■ **PROBLEM STATEMENT**: Print the records exactly. Miss nothing.

[[ DATA FOR THE TASK open ]]

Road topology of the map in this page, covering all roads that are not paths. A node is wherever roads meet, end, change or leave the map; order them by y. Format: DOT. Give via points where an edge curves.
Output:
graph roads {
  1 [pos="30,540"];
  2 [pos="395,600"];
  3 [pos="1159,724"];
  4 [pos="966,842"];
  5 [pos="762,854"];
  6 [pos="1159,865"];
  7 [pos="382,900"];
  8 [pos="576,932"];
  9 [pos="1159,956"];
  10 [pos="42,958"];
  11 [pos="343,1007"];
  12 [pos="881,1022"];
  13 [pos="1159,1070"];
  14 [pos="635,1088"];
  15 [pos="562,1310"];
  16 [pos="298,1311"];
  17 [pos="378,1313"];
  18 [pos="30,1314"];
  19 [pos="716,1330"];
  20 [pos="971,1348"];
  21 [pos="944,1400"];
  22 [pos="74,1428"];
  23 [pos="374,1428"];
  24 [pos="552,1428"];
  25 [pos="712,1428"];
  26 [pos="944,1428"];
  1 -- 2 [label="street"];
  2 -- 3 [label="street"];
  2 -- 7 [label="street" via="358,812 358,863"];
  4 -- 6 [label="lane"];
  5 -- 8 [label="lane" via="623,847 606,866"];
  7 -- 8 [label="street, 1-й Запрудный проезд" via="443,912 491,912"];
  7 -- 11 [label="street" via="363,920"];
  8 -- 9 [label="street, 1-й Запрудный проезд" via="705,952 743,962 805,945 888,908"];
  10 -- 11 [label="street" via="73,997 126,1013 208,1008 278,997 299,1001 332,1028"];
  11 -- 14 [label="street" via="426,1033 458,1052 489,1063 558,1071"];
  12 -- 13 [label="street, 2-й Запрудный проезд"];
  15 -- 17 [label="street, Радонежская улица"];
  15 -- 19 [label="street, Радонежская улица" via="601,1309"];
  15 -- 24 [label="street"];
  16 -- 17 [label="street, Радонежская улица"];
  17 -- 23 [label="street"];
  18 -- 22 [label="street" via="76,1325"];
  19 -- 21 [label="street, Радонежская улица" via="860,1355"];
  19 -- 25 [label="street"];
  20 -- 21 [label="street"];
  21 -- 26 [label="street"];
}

[[ DATA FOR THE TASK closed ]]

■ **FINAL ANSWER**:
Road topology of the map in this page, covering all roads that are not paths. A node is wherever roads meet, end, change or leave the map; order them by y. Format: DOT. Give via points where an edge curves.
Output:
graph roads {
  1 [pos="30,540"];
  2 [pos="395,600"];
  3 [pos="1159,724"];
  4 [pos="966,842"];
  5 [pos="762,854"];
  6 [pos="1159,865"];
  7 [pos="382,900"];
  8 [pos="576,932"];
  9 [pos="1159,956"];
  10 [pos="42,958"];
  11 [pos="343,1007"];
  12 [pos="881,1022"];
  13 [pos="1159,1070"];
  14 [pos="635,1088"];
  15 [pos="562,1310"];
  16 [pos="298,1311"];
  17 [pos="378,1313"];
  18 [pos="30,1314"];
  19 [pos="716,1330"];
  20 [pos="971,1348"];
  21 [pos="944,1400"];
  22 [pos="74,1428"];
  23 [pos="374,1428"];
  24 [pos="552,1428"];
  25 [pos="712,1428"];
  26 [pos="944,1428"];
  1 -- 2 [label="street"];
  2 -- 3 [label="street"];
  2 -- 7 [label="street" via="358,812 358,863"];
  4 -- 6 [label="lane"];
  5 -- 8 [label="lane" via="623,847 606,866"];
  7 -- 8 [label="street, 1-й Запрудный проезд" via="443,912 491,912"];
  7 -- 11 [label="street" via="363,920"];
  8 -- 9 [label="street, 1-й Запрудный проезд" via="705,952 743,962 805,945 888,908"];
  10 -- 11 [label="street" via="73,997 126,1013 208,1008 278,997 299,1001 332,1028"];
  11 -- 14 [label="street" via="426,1033 458,1052 489,1063 558,1071"];
  12 -- 13 [label="street, 2-й Запрудный проезд"];
  15 -- 17 [label="street, Радонежская улица"];
  15 -- 19 [label="street, Радонежская улица" via="601,1309"];
  15 -- 24 [label="street"];
  16 -- 17 [label="street, Радонежская улица"];
  17 -- 23 [label="street"];
  18 -- 22 [label="street" via="76,1325"];
  19 -- 21 [label="street, Радонежская улица" via="860,1355"];
  19 -- 25 [label="street"];
  20 -- 21 [label="street"];
  21 -- 26 [label="street"];
}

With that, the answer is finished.